*** Opening of MATERIAL FOR THE TASK ***
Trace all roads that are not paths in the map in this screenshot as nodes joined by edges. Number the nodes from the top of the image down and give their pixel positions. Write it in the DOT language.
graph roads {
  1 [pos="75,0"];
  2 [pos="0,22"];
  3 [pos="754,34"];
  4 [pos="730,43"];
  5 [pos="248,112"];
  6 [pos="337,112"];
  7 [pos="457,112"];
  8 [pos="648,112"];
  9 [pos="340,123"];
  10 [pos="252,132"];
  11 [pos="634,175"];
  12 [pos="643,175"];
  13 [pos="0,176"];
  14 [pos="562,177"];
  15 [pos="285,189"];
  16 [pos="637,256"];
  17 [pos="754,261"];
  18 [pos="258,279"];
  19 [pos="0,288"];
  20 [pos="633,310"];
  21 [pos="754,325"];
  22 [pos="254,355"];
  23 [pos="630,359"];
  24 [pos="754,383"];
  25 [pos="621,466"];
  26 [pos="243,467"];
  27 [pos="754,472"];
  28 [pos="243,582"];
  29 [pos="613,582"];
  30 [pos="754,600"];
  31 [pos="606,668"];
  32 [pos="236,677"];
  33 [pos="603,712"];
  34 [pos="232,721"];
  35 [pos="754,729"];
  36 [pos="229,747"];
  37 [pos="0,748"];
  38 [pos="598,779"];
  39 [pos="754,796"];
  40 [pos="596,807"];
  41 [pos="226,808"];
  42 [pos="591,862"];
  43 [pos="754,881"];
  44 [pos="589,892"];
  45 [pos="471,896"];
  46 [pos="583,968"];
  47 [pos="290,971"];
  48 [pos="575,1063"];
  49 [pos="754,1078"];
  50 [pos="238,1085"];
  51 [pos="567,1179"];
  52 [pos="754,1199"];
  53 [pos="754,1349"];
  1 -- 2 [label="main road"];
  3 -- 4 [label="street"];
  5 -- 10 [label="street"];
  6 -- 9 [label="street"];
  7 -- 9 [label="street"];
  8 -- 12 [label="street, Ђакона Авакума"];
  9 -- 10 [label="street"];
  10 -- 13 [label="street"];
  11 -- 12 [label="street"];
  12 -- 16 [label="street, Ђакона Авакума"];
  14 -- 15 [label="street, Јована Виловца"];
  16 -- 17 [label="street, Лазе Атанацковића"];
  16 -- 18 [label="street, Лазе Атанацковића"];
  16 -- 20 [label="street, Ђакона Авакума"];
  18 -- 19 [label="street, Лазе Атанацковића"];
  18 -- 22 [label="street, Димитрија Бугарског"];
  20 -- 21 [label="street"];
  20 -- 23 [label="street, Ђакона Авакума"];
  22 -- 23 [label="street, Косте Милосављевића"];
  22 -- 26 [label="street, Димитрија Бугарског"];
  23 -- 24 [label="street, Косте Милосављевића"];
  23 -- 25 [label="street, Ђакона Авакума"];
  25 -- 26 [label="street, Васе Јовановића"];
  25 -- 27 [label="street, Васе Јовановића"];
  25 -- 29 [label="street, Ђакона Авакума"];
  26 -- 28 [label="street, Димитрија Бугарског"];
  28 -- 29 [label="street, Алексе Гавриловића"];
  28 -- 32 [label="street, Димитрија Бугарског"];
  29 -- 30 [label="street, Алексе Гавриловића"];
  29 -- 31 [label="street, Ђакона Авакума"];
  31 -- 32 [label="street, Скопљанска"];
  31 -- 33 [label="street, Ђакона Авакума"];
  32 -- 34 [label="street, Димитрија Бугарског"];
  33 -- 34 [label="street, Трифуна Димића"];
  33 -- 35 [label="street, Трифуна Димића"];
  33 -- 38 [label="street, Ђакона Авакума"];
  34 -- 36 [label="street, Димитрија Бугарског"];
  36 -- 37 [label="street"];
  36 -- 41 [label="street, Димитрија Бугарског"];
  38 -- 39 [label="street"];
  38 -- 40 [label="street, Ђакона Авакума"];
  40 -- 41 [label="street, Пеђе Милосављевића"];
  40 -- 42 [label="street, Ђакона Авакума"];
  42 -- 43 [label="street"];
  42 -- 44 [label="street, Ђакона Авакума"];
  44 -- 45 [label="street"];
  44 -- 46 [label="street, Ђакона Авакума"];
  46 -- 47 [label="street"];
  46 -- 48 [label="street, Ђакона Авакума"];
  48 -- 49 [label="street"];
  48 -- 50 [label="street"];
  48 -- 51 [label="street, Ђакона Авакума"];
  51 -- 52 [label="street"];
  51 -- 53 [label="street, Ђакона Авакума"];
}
*** Close of MATERIAL FOR THE TASK ***
WORK ORDER: Each record is to be restated word for word.

SOLUTION TO THIS EXERCISE:
Trace all roads that are not paths in the map in this screenshot as nodes joined by edges. Number the nodes from the top of the image down and give their pixel positions. Write it in the DOT language.
graph roads {
  1 [pos="75,0"];
  2 [pos="0,22"];
  3 [pos="754,34"];
  4 [pos="730,43"];
  5 [pos="248,112"];
  6 [pos="337,112"];
  7 [pos="457,112"];
  8 [pos="648,112"];
  9 [pos="340,123"];
  10 [pos="252,132"];
  11 [pos="634,175"];
  12 [pos="643,175"];
  13 [pos="0,176"];
  14 [pos="562,177"];
  15 [pos="285,189"];
  16 [pos="637,256"];
  17 [pos="754,261"];
  18 [pos="258,279"];
  19 [pos="0,288"];
  20 [pos="633,310"];
  21 [pos="754,325"];
  22 [pos="254,355"];
  23 [pos="630,359"];
  24 [pos="754,383"];
  25 [pos="621,466"];
  26 [pos="243,467"];
  27 [pos="754,472"];
  28 [pos="243,582"];
  29 [pos="613,582"];
  30 [pos="754,600"];
  31 [pos="606,668"];
  32 [pos="236,677"];
  33 [pos="603,712"];
  34 [pos="232,721"];
  35 [pos="754,729"];
  36 [pos="229,747"];
  37 [pos="0,748"];
  38 [pos="598,779"];
  39 [pos="754,796"];
  40 [pos="596,807"];
  41 [pos="226,808"];
  42 [pos="591,862"];
  43 [pos="754,881"];
  44 [pos="589,892"];
  45 [pos="471,896"];
  46 [pos="583,968"];
  47 [pos="290,971"];
  48 [pos="575,1063"];
  49 [pos="754,1078"];
  50 [pos="238,1085"];
  51 [pos="567,1179"];
  52 [pos="754,1199"];
  53 [pos="754,1349"];
  1 -- 2 [label="main road"];
  3 -- 4 [label="street"];
  5 -- 10 [label="street"];
  6 -- 9 [label="street"];
  7 -- 9 [label="street"];
  8 -- 12 [label="street, Ђакона Авакума"];
  9 -- 10 [label="street"];
  10 -- 13 [label="street"];
  11 -- 12 [label="street"];
  12 -- 16 [label="street, Ђакона Авакума"];
  14 -- 15 [label="street, Јована Виловца"];
  16 -- 17 [label="street, Лазе Атанацковића"];
  16 -- 18 [label="street, Лазе Атанацковића"];
  16 -- 20 [label="street, Ђакона Авакума"];
  18 -- 19 [label="street, Лазе Атанацковића"];
  18 -- 22 [label="street, Димитрија Бугарског"];
  20 -- 21 [label="street"];
  20 -- 23 [label="street, Ђакона Авакума"];
  22 -- 23 [label="street, Косте Милосављевића"];
  22 -- 26 [label="street, Димитрија Бугарског"];
  23 -- 24 [label="street, Косте Милосављевића"];
  23 -- 25 [label="street, Ђакона Авакума"];
  25 -- 26 [label="street, Васе Јовановића"];
  25 -- 27 [label="street, Васе Јовановића"];
  25 -- 29 [label="street, Ђакона Авакума"];
  26 -- 28 [label="street, Димитрија Бугарског"];
  28 -- 29 [label="street, Алексе Гавриловића"];
  28 -- 32 [label="street, Димитрија Бугарског"];
  29 -- 30 [label="street, Алексе Гавриловића"];
  29 -- 31 [label="street, Ђакона Авакума"];
  31 -- 32 [label="street, Скопљанска"];
  31 -- 33 [label="street, Ђакона Авакума"];
  32 -- 34 [label="street, Димитрија Бугарског"];
  33 -- 34 [label="street, Трифуна Димића"];
  33 -- 35 [label="street, Трифуна Димића"];
  33 -- 38 [label="street, Ђакона Авакума"];
  34 -- 36 [label="street, Димитрија Бугарског"];
  36 -- 37 [label="street"];
  36 -- 41 [label="street, Димитрија Бугарског"];
  38 -- 39 [label="street"];
  38 -- 40 [label="street, Ђакона Авакума"];
  40 -- 41 [label="street, Пеђе Милосављевића"];
  40 -- 42 [label="street, Ђакона Авакума"];
  42 -- 43 [label="street"];
  42 -- 44 [label="street, Ђакона Авакума"];
  44 -- 45 [label="street"];
  44 -- 46 [label="street, Ђакона Авакума"];
  46 -- 47 [label="street"];
  46 -- 48 [label="street, Ђакона Авакума"];
  48 -- 49 [label="street"];
  48 -- 50 [label="street"];
  48 -- 51 [label="street, Ђакона Авакума"];
  51 -- 52 [label="street"];
  51 -- 53 [label="street, Ђакона Авакума"];
}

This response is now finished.